(Saved data entries)
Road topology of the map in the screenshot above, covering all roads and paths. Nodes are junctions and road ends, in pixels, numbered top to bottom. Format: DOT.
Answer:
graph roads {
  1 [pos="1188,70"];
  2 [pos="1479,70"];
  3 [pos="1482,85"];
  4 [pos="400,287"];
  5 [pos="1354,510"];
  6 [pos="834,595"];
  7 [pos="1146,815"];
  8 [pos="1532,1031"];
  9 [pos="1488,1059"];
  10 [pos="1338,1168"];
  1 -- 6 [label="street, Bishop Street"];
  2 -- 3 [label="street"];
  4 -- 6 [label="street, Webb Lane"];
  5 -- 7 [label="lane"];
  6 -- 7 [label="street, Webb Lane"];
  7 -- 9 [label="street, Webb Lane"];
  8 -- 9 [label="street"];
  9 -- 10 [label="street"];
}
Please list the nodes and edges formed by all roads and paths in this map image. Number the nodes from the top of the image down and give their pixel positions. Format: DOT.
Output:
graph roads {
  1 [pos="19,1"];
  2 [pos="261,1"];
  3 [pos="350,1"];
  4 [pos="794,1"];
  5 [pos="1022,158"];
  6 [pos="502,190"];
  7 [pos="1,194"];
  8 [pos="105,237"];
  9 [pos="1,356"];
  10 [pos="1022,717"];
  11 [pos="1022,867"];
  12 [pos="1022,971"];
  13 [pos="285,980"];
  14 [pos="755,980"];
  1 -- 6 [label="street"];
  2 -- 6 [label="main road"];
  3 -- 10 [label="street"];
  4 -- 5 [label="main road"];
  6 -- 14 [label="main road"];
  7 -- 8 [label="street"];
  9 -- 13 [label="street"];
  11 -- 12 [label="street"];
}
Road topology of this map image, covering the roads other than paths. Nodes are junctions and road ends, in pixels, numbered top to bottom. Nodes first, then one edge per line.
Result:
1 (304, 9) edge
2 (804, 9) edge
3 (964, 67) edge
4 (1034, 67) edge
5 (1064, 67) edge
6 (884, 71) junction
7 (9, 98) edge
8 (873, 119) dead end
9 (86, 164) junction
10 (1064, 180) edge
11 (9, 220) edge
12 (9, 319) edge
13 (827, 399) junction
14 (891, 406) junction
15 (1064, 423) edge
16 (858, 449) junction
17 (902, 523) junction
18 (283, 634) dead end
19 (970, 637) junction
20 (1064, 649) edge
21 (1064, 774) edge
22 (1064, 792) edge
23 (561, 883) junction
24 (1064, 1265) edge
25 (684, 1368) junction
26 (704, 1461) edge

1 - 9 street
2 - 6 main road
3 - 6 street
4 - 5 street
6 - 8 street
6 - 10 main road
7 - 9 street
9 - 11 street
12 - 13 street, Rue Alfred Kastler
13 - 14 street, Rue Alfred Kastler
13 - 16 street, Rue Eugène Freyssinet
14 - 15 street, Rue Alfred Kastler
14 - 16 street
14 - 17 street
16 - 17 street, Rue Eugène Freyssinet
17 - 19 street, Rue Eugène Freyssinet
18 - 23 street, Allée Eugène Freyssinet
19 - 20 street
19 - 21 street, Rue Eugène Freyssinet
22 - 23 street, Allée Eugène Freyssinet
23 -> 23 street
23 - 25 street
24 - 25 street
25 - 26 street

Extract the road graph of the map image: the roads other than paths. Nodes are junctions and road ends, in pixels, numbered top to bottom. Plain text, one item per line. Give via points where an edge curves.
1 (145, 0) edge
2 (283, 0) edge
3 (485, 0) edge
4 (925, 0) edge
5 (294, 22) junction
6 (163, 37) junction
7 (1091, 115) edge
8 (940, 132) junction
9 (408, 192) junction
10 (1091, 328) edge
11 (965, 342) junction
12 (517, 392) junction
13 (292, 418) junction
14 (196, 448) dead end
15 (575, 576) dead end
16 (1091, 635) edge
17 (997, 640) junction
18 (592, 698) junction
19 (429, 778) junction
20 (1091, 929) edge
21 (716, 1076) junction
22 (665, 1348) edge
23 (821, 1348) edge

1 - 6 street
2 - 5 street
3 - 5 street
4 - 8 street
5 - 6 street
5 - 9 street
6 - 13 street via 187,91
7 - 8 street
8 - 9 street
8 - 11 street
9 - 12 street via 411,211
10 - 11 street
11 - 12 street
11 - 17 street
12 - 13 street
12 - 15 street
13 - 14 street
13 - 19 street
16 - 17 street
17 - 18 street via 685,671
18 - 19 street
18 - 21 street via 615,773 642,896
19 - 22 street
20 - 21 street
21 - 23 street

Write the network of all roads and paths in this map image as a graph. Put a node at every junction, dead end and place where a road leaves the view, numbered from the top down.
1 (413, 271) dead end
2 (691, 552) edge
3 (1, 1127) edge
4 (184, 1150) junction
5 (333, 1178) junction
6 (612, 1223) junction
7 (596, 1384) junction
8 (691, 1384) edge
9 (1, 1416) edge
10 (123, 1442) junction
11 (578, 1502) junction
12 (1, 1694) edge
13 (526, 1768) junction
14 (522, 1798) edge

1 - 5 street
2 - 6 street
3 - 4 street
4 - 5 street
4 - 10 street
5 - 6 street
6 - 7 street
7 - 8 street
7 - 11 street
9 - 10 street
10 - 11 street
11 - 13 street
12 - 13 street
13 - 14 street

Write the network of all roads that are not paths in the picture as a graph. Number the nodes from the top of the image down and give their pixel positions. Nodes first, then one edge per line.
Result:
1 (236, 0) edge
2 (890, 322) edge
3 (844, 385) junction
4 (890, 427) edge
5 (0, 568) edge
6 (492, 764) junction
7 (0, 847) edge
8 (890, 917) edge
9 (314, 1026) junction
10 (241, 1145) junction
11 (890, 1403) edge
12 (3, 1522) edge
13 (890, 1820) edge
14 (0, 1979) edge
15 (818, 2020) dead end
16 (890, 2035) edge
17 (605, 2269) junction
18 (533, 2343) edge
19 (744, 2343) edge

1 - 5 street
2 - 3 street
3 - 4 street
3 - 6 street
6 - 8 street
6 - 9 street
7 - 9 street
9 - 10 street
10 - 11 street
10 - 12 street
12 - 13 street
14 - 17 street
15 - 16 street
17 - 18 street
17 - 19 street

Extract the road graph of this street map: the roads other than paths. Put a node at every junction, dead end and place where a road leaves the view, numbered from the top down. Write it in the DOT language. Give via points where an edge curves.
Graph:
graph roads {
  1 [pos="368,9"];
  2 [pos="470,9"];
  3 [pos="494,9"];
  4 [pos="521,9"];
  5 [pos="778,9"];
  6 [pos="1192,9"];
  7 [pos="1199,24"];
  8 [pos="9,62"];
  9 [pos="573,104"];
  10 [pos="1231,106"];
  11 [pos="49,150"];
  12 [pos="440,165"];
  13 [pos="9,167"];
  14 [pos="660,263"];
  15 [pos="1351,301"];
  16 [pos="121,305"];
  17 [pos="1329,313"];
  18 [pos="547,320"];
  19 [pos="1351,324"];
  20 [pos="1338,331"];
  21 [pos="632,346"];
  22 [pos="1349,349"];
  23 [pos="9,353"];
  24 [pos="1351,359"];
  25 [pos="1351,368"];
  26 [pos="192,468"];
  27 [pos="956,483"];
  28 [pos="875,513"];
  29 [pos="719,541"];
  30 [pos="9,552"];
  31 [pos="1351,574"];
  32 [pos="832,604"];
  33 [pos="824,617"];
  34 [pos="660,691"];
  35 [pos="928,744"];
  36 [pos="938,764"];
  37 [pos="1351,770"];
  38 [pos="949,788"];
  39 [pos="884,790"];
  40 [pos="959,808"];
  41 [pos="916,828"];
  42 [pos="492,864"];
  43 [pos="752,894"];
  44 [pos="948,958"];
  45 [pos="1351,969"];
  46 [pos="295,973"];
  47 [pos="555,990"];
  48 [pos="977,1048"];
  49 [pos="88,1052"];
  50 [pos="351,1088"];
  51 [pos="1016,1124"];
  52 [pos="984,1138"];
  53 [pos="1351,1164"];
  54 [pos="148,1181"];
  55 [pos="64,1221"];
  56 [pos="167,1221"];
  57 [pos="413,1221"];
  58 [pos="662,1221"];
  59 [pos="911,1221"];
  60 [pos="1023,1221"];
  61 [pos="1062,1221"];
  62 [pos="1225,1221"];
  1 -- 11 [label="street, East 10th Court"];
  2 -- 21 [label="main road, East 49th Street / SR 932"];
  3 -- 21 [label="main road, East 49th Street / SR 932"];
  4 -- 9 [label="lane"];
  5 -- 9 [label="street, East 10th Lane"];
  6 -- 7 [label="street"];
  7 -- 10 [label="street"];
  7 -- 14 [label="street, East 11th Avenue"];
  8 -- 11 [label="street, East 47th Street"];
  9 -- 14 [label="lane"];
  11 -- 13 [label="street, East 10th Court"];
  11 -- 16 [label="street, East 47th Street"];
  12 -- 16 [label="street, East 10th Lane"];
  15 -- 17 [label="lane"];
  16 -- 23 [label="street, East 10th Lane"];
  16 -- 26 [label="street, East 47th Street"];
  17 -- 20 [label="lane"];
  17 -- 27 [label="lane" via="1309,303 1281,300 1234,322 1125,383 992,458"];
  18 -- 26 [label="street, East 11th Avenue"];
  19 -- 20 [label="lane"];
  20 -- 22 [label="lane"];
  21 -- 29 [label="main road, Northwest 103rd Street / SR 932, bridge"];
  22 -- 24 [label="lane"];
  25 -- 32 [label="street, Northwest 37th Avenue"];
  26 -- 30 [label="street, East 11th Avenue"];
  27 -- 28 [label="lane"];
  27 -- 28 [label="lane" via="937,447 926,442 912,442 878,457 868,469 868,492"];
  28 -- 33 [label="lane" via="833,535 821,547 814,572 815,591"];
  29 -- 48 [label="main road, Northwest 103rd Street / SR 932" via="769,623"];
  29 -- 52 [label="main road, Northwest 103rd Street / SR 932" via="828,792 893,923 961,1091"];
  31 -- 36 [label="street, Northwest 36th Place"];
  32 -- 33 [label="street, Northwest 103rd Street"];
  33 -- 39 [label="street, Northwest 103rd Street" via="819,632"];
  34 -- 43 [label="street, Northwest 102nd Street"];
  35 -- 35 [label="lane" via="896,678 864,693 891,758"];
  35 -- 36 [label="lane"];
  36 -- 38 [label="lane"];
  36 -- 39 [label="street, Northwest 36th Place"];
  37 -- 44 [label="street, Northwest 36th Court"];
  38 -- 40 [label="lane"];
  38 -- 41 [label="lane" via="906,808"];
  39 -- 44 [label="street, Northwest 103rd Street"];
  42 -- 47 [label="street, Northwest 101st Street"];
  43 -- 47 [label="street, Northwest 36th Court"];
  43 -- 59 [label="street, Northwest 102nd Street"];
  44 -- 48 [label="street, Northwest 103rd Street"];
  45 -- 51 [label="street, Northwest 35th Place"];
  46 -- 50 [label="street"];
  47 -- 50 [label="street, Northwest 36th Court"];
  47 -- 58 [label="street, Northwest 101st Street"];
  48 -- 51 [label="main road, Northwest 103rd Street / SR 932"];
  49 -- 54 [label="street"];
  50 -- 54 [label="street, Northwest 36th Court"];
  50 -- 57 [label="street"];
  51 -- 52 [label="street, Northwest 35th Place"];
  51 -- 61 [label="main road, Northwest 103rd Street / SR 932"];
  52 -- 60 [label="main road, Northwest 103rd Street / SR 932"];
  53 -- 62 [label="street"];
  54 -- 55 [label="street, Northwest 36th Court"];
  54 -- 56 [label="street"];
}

## Prompt
Among the entries above, how many lines include the word "bottom"? Give the number with no comment.

## Response
3